There are 150 synonyms for murder. What you call something, whether you name it at all, is the root of its power. There is a name for the darkness tangled in my DNA. I can trace it back to Antonio Delgado, the first of my ancestors to arrive in the New World in the 1600s. He joined the de Vargas expedition to escape justice after murdering his wife of two months for suspected infidelity. For the past 400 years, every generation of Delgados has given birth to a murderer.

            I was baptized Genevieva María, named for the woman who later married the jealous Castilian and bore him a child. In our tradition, every female child is also named for La Virgen María. After my mother’s death, I longed for a different name. One that would not remind me of the past. Genevieva María is too long, too formal, too much a reminder of my father’s violence.
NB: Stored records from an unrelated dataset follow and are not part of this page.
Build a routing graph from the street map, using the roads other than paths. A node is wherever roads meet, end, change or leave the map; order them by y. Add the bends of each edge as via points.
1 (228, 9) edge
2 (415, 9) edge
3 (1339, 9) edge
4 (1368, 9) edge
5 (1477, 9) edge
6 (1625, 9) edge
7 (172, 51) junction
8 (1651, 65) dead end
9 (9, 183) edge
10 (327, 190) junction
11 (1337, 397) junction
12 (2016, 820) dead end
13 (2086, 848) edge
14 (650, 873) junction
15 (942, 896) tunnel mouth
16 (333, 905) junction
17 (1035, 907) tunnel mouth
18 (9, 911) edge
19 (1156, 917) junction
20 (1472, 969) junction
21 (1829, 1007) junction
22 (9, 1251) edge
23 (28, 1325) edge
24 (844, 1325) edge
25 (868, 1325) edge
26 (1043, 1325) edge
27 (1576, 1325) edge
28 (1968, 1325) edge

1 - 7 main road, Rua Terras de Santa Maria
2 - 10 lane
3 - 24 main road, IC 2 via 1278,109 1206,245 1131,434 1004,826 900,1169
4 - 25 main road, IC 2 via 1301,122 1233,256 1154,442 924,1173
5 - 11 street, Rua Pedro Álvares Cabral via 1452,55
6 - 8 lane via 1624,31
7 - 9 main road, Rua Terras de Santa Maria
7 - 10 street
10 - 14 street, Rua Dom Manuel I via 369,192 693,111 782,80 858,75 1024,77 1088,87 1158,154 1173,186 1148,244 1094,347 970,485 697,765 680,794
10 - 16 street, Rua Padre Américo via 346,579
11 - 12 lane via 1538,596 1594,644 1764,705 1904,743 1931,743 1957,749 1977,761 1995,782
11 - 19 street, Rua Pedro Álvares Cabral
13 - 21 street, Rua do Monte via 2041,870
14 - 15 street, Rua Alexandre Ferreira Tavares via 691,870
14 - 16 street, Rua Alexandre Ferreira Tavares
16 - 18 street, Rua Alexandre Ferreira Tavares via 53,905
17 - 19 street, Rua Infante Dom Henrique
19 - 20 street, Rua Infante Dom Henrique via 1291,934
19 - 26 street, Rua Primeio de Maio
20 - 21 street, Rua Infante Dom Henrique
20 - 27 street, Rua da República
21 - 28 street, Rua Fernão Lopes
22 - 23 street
When I was a child my mother held me close, breathed in the scent of my dark hair, and kissed my forehead murmuring “Eva María.’” Eva María is too ethnic, too Catholic, too much a reminder of my loss. I adored my mother, but that name sounds too much like Ave María. My life has not been a song of praise.
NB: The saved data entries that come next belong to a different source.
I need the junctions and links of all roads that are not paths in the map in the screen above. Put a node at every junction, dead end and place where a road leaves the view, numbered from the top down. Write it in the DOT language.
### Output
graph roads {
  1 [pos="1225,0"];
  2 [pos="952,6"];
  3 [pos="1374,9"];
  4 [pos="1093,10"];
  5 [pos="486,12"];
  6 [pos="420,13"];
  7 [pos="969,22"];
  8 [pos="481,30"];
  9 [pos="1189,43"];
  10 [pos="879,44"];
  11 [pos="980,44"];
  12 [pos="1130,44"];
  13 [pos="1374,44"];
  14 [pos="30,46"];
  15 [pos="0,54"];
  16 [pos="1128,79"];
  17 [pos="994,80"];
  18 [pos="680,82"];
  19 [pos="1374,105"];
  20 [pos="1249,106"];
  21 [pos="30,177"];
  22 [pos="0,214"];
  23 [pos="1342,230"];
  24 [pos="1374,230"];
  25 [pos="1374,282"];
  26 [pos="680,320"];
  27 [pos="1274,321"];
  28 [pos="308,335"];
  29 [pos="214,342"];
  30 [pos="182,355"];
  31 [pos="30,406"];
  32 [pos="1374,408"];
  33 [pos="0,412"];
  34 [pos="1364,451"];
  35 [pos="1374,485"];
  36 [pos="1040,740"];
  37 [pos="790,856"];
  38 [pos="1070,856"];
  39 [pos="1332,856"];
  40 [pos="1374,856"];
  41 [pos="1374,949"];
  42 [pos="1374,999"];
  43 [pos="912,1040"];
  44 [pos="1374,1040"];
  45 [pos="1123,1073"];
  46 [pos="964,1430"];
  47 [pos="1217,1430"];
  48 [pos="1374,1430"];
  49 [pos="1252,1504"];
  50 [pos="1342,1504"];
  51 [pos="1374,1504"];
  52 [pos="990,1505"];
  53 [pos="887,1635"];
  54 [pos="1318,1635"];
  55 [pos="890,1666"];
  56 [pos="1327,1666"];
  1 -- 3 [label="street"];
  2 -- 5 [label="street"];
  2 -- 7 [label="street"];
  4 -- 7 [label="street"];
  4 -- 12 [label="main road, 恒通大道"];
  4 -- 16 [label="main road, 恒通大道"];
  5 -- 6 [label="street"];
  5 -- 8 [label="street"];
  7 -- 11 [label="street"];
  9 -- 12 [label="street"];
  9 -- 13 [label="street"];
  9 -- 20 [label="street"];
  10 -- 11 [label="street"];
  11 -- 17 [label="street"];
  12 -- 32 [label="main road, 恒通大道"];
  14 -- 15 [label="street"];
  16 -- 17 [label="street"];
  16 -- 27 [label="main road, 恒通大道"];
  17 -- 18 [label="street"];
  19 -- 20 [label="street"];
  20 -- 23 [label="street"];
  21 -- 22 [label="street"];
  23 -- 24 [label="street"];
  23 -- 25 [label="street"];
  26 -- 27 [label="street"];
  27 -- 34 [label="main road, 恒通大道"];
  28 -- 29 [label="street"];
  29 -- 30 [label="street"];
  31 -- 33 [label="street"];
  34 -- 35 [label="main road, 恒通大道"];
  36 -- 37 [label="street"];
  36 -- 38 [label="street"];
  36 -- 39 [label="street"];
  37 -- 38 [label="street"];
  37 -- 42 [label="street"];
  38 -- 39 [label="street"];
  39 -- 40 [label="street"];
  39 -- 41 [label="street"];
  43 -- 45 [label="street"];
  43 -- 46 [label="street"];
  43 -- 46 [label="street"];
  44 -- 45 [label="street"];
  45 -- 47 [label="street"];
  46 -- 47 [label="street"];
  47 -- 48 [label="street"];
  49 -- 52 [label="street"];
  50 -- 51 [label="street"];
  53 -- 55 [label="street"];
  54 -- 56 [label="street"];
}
I learned quite young the power of words to put you in your place. The Spanish who settled the town I grew up in brought casta with them. Casta refers to the purity of your bloodline and reflects your status. My sisters and I held a status in the village that reflected the murderous nature of our ancestors. The words were whispered as we played outside the adobe home of my grandparents. Mala semillas. Bad seeds. They burned in a sideways glance as we walked down the street. Mala suerte. Bad luck. They thickened the air with tension if a boy asked us to dance. Hijas de las hierbas. Daughters of the weeds. Another thread twisted its way into our DNA. Disgrace. We were the unwelcome offspring of a drunk and killer. I was desperate to escape the village of my birth and the pain of my youth. At the age of seventeen, I left Dos Pies for the University of New Mexico where I chose a new name. Genna. I liked the short-clipped sound of it. It was a reminder that one day I too would live in the sanctuary of self-control and privilege I glimpsed at the university. A world where husbands do not murder wives, and where science and psychology have the power to explain the incomprehensible.
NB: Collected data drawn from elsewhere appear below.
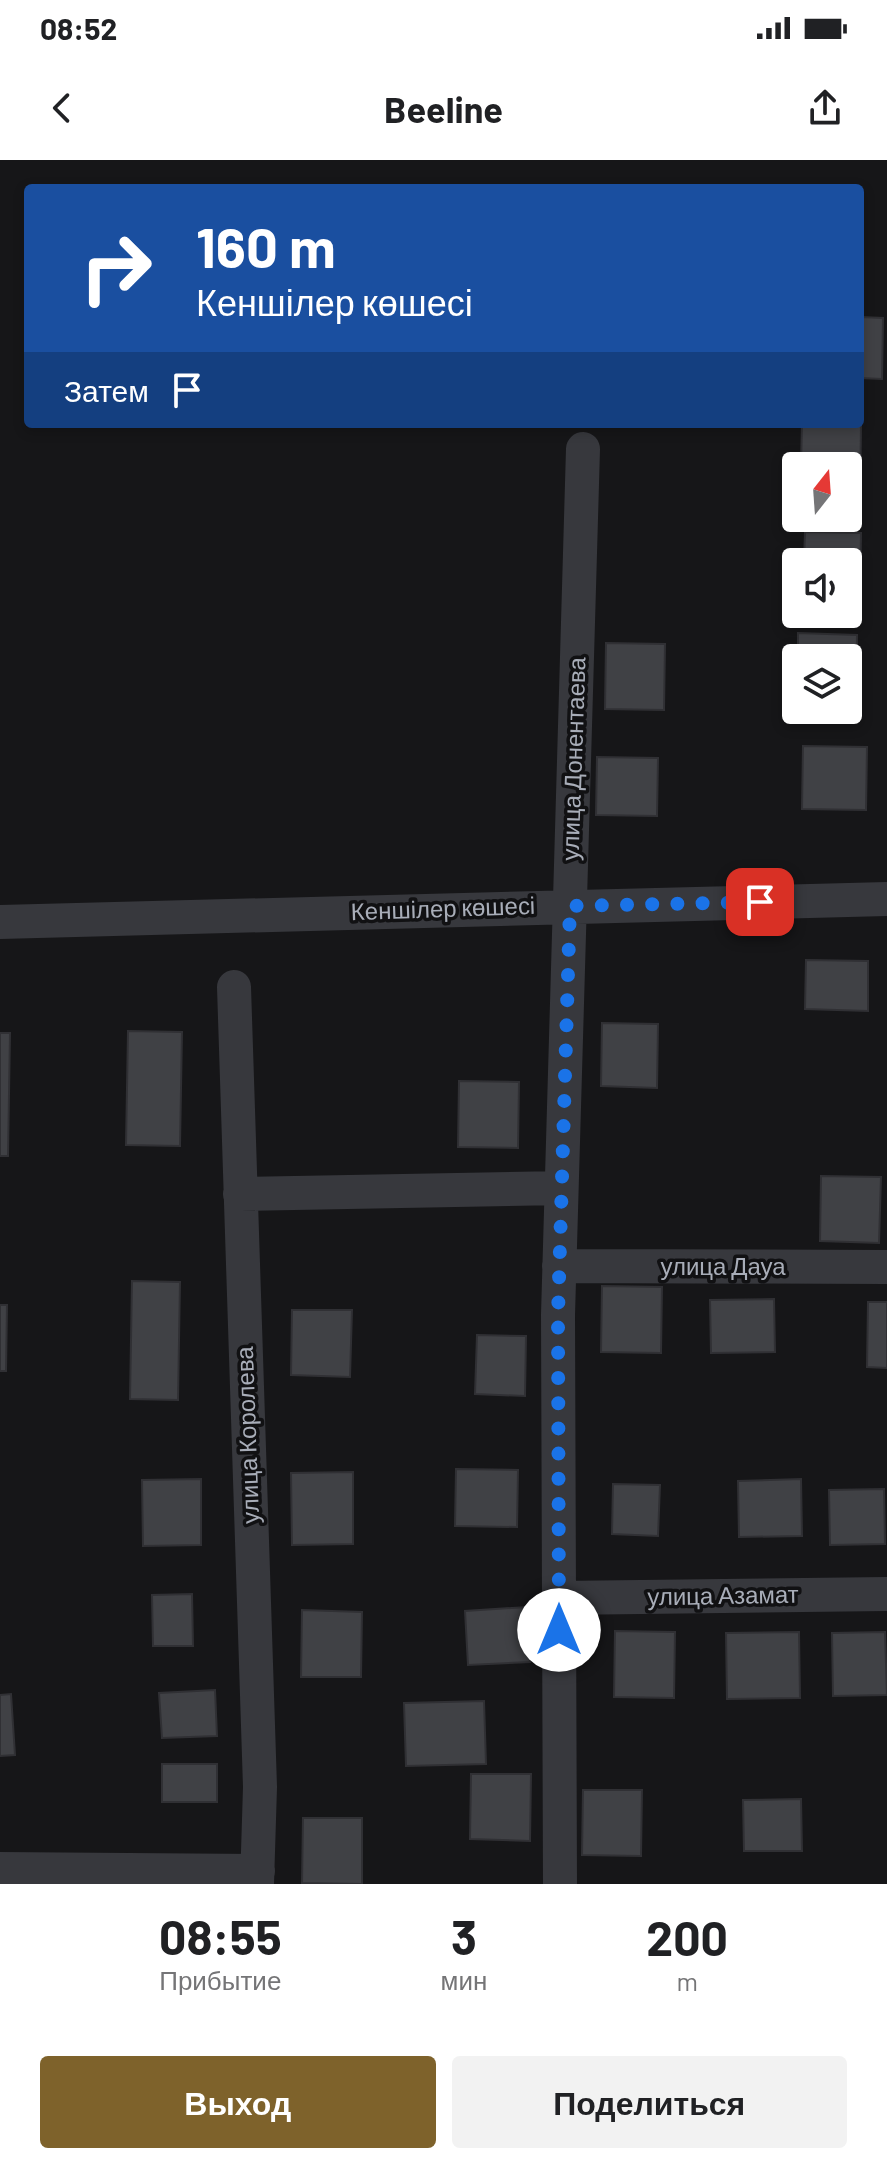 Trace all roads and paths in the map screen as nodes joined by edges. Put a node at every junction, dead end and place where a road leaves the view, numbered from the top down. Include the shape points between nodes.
1 (583, 449) dead end
2 (887, 899) edge
3 (570, 906) junction
4 (0, 922) edge
5 (234, 987) dead end
6 (561, 1188) junction
7 (240, 1194) junction
8 (559, 1266) junction
9 (887, 1267) edge
10 (887, 1594) edge
11 (559, 1598) junction
12 (0, 1869) edge
13 (258, 1878) edge
14 (560, 1884) edge

1 - 3 street, улица Донентаева
2 - 3 street, Кеншілер көшесі
3 - 4 street, Кеншілер көшесі
3 - 6 street, улица Донентаева
5 - 7 street, улица Королева
6 - 7 street
6 - 8 street, улица Донентаева
7 - 13 street, улица Королева via 260,1787
8 - 9 street, улица Дауа
8 - 11 street, улица Донентаева
10 - 11 street, улица Азамат
11 - 14 street, улица Донентаева
12 - 13 street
I finished college and graduate school, and when I married took my Anglo husband’s last name of Porter. My transformation was complete, Genevieva María Delgado, hija de las heirbas, became Dr. Genna Porter, professor of Neuropsychology and trauma expert, thirty-two years old, but already widowed. I thought I had escaped the echoes of violence, but you cannot cut the threads of the past embedded in your DNA. They glimmer in the choices you make and the events that follow, sometimes only clear in the retelling.